La agricultura también es una profesión servil, ejercida casi siempre por algún pueblo vencido.

El comercio era, entre los Griegos, una ocupación vil e infamante.

Apurados se verían, no queriendo que los ciudadanos fueran artesanos, comerciantes ni labradores, y mucho menos que vivieran en la ociosidad. No encontrarían ocupación honrosa fuera de los ejercicios gimnásticos o relacionados con la guerra. Hay que mirar a los Griegos como una sociedad de atletas y de combatientes; ahora bien, unos ejercicios tan adecuados para hacer a los hombres duros y salvajes, debían ser compensados por otros que pudieran suavizar un poco las costumbres (10). La música era lo más indicado, por ser un término medio entre los ejercicios corporales que hacen a los hombres duros y las ciencias especulativas que los vuelven intratables. No digamos que la música les inspiraba la virtud; eso sería inconcebible; pero amenguaba los efectos de la ferocidad, haciendo que el espíritu participara de la educación.

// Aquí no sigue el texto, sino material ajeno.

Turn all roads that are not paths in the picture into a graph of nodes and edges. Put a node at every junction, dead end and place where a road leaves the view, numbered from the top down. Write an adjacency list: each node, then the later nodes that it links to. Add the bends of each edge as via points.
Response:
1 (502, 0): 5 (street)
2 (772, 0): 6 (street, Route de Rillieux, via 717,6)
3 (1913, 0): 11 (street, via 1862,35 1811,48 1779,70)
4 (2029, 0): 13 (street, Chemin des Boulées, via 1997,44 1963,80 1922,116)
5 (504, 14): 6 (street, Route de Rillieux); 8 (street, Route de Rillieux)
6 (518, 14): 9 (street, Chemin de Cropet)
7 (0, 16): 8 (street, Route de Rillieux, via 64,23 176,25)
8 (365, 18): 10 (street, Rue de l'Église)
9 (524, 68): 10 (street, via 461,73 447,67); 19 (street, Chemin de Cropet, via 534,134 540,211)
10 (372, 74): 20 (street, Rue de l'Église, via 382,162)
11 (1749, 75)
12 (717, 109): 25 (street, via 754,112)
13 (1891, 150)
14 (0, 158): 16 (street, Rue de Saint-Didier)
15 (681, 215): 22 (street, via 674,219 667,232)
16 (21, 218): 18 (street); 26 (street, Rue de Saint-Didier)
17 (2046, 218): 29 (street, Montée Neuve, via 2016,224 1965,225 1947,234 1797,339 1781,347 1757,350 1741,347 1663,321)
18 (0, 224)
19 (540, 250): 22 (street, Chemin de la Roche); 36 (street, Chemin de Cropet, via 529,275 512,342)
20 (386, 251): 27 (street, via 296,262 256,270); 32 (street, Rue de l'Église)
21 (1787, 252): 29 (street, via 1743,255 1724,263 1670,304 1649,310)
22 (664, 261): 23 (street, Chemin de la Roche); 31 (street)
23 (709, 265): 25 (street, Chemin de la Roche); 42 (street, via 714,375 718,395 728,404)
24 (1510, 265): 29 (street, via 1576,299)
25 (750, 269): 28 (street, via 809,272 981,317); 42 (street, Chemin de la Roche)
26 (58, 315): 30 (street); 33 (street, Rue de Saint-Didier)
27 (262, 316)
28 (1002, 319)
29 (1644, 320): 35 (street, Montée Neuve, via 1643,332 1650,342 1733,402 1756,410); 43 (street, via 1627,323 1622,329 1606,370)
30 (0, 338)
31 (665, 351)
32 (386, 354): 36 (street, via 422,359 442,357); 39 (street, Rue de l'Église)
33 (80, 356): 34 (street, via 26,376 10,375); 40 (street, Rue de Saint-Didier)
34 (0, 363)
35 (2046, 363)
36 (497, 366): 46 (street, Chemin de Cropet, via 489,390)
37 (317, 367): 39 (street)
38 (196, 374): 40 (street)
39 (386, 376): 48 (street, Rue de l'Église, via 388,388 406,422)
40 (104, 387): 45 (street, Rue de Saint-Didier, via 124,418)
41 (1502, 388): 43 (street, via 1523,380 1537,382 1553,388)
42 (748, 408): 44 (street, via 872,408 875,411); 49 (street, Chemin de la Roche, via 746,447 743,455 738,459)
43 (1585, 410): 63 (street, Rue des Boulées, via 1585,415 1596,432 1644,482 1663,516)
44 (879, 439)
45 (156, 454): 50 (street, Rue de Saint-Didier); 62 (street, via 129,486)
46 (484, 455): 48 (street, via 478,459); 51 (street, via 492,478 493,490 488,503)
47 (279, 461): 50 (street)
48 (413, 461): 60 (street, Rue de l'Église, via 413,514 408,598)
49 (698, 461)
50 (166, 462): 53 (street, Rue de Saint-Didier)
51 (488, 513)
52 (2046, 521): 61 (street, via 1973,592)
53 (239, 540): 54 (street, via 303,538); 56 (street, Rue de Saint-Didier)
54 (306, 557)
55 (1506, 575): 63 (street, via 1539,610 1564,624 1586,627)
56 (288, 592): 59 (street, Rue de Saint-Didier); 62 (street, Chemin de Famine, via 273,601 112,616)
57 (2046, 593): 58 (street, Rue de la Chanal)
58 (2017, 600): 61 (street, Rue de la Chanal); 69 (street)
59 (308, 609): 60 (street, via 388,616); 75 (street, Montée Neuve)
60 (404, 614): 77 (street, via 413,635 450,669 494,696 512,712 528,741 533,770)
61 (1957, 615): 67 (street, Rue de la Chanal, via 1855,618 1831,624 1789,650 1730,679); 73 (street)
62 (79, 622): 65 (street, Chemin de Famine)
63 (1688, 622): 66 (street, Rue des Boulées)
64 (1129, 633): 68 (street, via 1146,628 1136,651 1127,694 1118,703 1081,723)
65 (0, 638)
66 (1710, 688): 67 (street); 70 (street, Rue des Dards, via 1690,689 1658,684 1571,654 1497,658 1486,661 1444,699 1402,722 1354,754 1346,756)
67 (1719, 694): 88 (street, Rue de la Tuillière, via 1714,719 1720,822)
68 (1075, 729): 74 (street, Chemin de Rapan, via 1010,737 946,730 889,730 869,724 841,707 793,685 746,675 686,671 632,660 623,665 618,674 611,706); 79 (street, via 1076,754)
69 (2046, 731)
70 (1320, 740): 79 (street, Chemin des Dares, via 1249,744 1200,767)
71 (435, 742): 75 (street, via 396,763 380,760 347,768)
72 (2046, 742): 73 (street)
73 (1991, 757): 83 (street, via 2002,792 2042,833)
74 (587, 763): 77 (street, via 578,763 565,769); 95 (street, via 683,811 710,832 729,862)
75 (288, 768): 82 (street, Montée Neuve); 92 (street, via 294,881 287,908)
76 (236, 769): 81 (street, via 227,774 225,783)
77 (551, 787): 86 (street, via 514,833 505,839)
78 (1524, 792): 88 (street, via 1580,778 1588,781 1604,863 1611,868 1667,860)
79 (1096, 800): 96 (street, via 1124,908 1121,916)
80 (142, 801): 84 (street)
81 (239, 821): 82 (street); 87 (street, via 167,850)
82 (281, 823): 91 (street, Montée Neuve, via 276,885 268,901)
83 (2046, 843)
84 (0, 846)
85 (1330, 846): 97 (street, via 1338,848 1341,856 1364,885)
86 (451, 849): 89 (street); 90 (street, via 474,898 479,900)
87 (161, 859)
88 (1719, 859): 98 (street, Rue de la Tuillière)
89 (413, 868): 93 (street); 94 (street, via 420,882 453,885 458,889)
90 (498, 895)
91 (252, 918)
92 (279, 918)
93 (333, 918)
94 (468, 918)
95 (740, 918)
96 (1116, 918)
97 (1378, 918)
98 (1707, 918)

Tal vez se preguntará por qué se dió la preferencia a la música para el expresado objeto: porque de todos los placeres de los sentidos, no hay nínguno que menos corrompa el alma. Nos causa rubor leer en Plutarco lo que dice de los Tebanos: que para dulcificar hasta la afeminación las costumbres de la gente, dictaron leyes de amor que han debido ser proscritas en todas partes.


Notas

(1) Historia, lib. IV, cap. XX y XXI.

(2) Parece probado que los Griegos daban el nombre de música a todas las bellas artes; sin embargo, al fin dieron este nombre a la teoría y la práctica de los sonidos, así de la voz como de los instrumentos. Y la cultivaban con pasión: hasta hacían con música la declaración de guerra y se batían cantando. (Voltaire).

(3) Lib. IV de La República.

(4) Lib. VIII de La Política.

(5) Véase la Vida de Pelópidas.

(6) Libro 1.

(7) Dice Platón, en el libro IV de Las Leyes, que las prefecturas de música y de gimnástica eran las más importantes; y en el libro III de La República, dice: Damón os dirá cuáles son los sonidos que hacen nacer en el alma la bajeza, la insolencia y las virtudes contrarias.

(8) Dichos memorables lib. V.

(9) En La Política, lib. III cap. IV.

(10) Aristóteles dice que los niños de Esparta, por empezar desde su edad más tierna los ejercicios más duros, adquirían un exceso de ferocidad. (Política, lib. VIII, cap. IV).